There are some good resources on calculating a FPSF for a particular climate. The National Association of Home Builders (www.toolbase.org/PDF/FieldEvaluations/NAHB_fpsf.pdf) is one, the US Department of Housing (www.toolbase.org/PDF/DesignGuides/revisedFPSFguide.pdf) has another. In the case of my barn, we're putting in 4 feet wide XPS foam sheets of R20 total (two sheets of 2" thickness, each is R10). That is about double of what is needed according to the calculations, the city made us do this. It is not a bad thing, as it in essence also increases the slab insulation and it is welcome there.

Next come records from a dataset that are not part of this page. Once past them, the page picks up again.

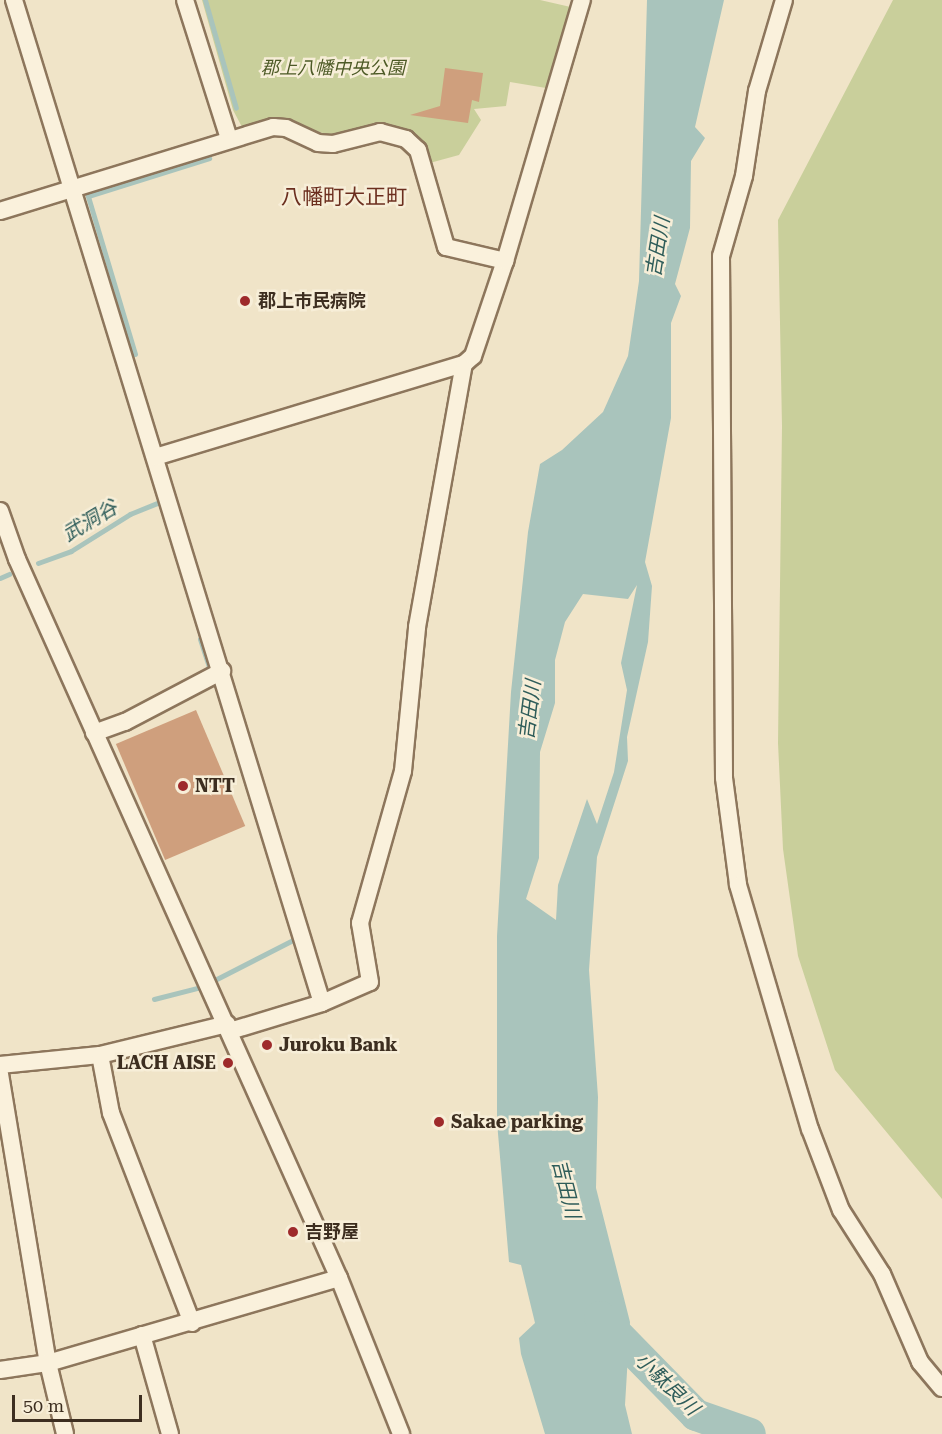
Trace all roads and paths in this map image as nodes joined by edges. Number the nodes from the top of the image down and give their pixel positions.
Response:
1 (14, 0) edge
2 (185, 0) edge
3 (582, 0) edge
4 (784, 0) edge
5 (229, 139) junction
6 (69, 192) junction
7 (0, 211) edge
8 (505, 261) junction
9 (464, 364) junction
10 (155, 457) junction
11 (0, 511) edge
12 (222, 671) junction
13 (94, 733) junction
14 (322, 1003) junction
15 (228, 1027) junction
16 (100, 1055) junction
17 (0, 1065) edge
18 (0, 1074) edge
19 (339, 1278) junction
20 (192, 1323) junction
21 (142, 1335) junction
22 (48, 1363) junction
23 (0, 1370) edge
24 (942, 1388) edge
25 (65, 1434) edge
26 (170, 1434) edge
27 (401, 1434) edge

1 - 6 street
2 - 5 street
3 - 8 street
4 - 24 street
5 - 6 street
5 - 8 street
6 - 7 street
6 - 10 street
8 - 9 street
9 - 10 street
9 - 14 street
10 - 12 street
11 - 13 street
12 - 13 street
12 - 14 street
13 - 15 street
14 - 15 street
15 - 16 street
15 - 19 street
16 - 17 street
16 - 20 street
18 - 22 street
19 - 20 street
19 - 27 street
20 - 21 street
21 - 22 street
21 - 26 street
22 - 23 street
22 - 25 street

http://www.greenpowertalk.org/picture.php?albumid=3&pictureid=58

My contractor had already made attempts to stick the stuff into the ground. Unfortunately his idea was to put it essentially at ground (grade) level. Not only does this violate the design guides for FPSF, it also makes the foam sheets very vulnerable for cracking, moving, and other damage. His response to that was "it cracks anyway, a few cracks/gaps is not important". I disagreed. Since he already had his guys dig a very shallow trench, basically to level the ground, he was not going to spend more time digging and that became my responsibility. You gotta love these contractors. So I spent the past two days digging; some with a small Kubota tractor that I own (it has a 12" backhoe), some by hand. It was hot and very sweaty! :( The next picture shows the shallow trench. It slopes away from the building, another requirement any time you have more than 2 feet of insulation, to keep water away from the building. I'm putting drainage tile (corrugated plastic tube with holes in it and a sock around it) around the building, in case water gets close. The sheets of insulation go on top of that.

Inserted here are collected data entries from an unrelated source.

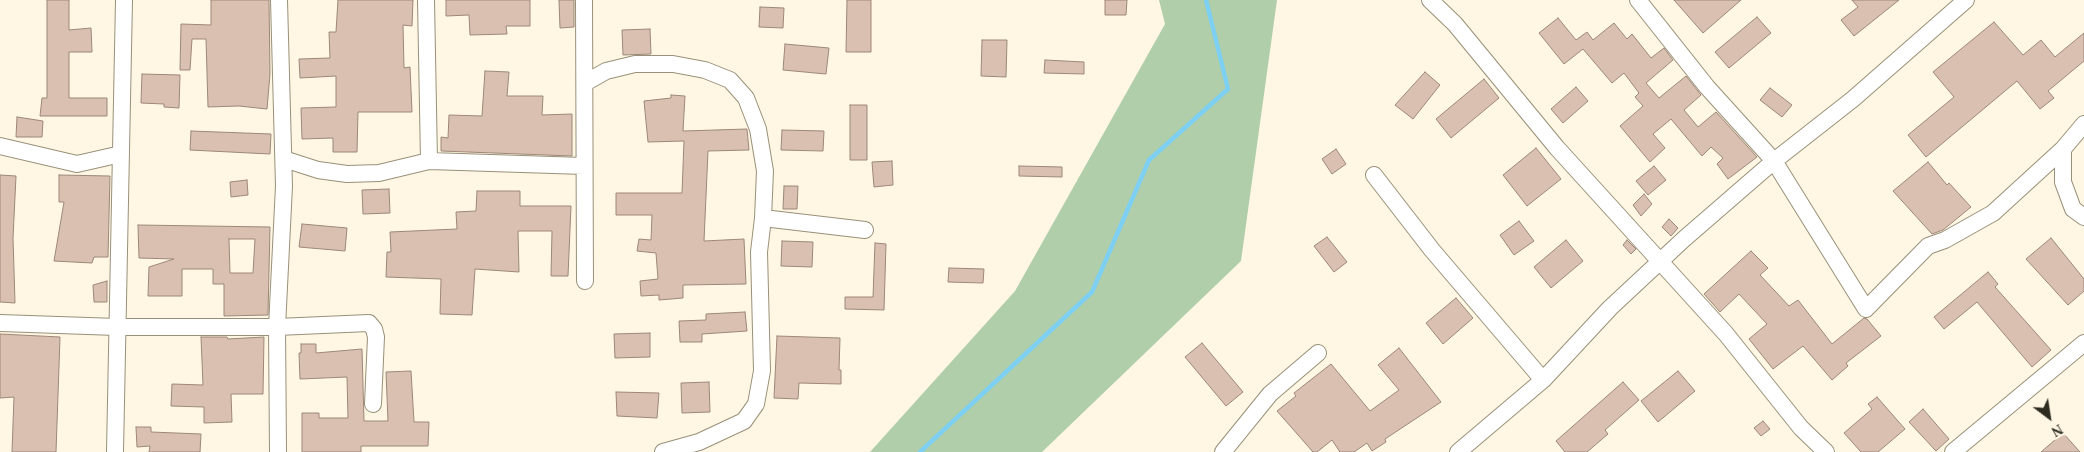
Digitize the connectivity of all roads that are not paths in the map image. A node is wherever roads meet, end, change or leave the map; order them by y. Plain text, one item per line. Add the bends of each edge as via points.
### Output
1 (124, 0) edge
2 (280, 0) edge
3 (426, 0) edge
4 (584, 0) edge
5 (1430, 0) edge
6 (1638, 0) edge
7 (1966, 0) edge
8 (585, 83) junction
9 (2084, 124) edge
10 (0, 146) edge
11 (2063, 149) junction
12 (121, 154) junction
13 (284, 159) junction
14 (429, 161) junction
15 (1774, 161) junction
16 (584, 166) junction
17 (1374, 175) dead end
18 (763, 218) junction
19 (2084, 218) edge
20 (865, 230) dead end
21 (1661, 260) junction
22 (585, 281) dead end
23 (0, 322) edge
24 (118, 327) junction
25 (277, 327) junction
26 (2084, 343) edge
27 (1318, 353) dead end
28 (1543, 380) junction
29 (373, 404) dead end
30 (115, 452) edge
31 (278, 452) edge
32 (663, 452) edge
33 (1223, 452) edge
34 (1458, 452) edge
35 (1826, 452) edge
36 (1953, 452) edge

1 - 12 street
2 - 13 street
3 - 14 street
4 - 8 street
5 - 21 street via 1455,24 1557,148
6 - 15 street via 1707,87
7 - 15 street via 1853,99
8 - 16 street
8 - 18 street via 606,71 635,64 673,64 705,70 730,80 746,98 758,129 764,171
9 - 11 street
10 - 12 street via 77,164
11 - 15 street via 1993,213 1928,246 1866,309
11 - 19 street via 2063,182 2073,209
12 - 24 street
13 - 14 street via 318,170 347,174 378,173
13 - 25 street
14 - 16 street
15 - 21 street
16 - 22 street
17 - 28 street via 1432,250
18 - 20 street
18 - 32 street via 759,272 762,371 756,404 744,422 699,442
21 - 28 street via 1610,308
21 - 35 street via 1762,377 1801,428
23 - 24 street
24 - 25 street
24 - 30 street
25 - 29 street via 369,323 376,337
25 - 31 street
26 - 36 street
27 - 33 street via 1270,394
28 - 34 street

http://www.greenpowertalk.org/picture.php?albumid=3&pictureid=59

That's where the FPSF is at right now. Tomorrow I'll put the sheets of XPS in the ground (and re-install the ones that were vertically on the foundation wall). The contractor was planning to just dump the sheets onto the ground. I'm thinking that it might be a good idea to get a few cans of low-expanding poly foam (it's a glue for XPS), to keep the whole thing together while it gets backfilled. I'm not too worried about a few cracks and such and their effect on the total insulation value, but why not do it right the first time?

http://www.greenpowertalk.org/picture.php?albumid=3&pictureid=60

The guys also build a staircase last Friday. They did a good job with that one! The stairs are solid. A minor point is that they used some scrap rough lumber (the fuzzy stuff, in this case with mud and stain on it) to act as spacers here and there. This wouldn't be a problem for framing, where a multitude of sins get covered by drywall. In my case that wood is the 'finished' surface. A concept that I am having a very hard time conveying to both the contractor and subs, such as the electrician. I'll take the wood pieces out later and replace them with something better looking. At least it's much easier now to get upstairs.

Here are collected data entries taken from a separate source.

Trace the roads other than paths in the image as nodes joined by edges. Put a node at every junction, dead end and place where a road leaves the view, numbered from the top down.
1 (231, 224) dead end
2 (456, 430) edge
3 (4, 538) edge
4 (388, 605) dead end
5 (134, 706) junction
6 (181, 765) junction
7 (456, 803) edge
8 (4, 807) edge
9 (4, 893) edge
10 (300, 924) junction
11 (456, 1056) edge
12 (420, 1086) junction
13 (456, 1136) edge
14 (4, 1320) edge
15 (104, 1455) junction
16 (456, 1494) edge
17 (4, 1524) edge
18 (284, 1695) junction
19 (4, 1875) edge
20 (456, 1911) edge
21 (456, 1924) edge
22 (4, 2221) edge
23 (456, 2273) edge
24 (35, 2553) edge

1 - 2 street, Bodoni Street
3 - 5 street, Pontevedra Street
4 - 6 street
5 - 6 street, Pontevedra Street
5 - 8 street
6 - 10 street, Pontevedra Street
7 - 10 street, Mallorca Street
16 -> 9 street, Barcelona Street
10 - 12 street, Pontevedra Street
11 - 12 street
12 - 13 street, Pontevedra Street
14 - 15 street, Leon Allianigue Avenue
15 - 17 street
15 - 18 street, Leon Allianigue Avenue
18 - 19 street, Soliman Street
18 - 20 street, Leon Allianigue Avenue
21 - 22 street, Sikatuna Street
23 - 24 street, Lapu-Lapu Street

http://www.greenpowertalk.org/picture.php?albumid=3&pictureid=64

Talking about the upstairs; at this time there is a cold-bridge (and large air leak) where the roof meets the upstairs floor. The foam wedges in the picture will go into that gap, using spray foam to seal it all up. Just like the one on the left side (it's not foamed in, just sitting there loosely). It is left open for now to allow for the building inspector to do his job.

Well, we're in the home stretch! The windows are coming this week. Electrical should be done too, and hopefully have final inspection by week's end. What is not looking good right now is the roof. The metal sheets for it are backordered and not coming in until the end of September. I will probably have the roofer put underlayment on, stuff called "Resistor Plus", to water proof the roof for the time being, so I can get started on putting some paint on the walls.

-RoB-

My back is still hurting, but we have most of the foundation insulation into the ground now. As mentioned before, it extends out just over 4 feet from the building, and is R20 in total insulation value. This is what keeps the slab warm, and the foundation wall from heaving.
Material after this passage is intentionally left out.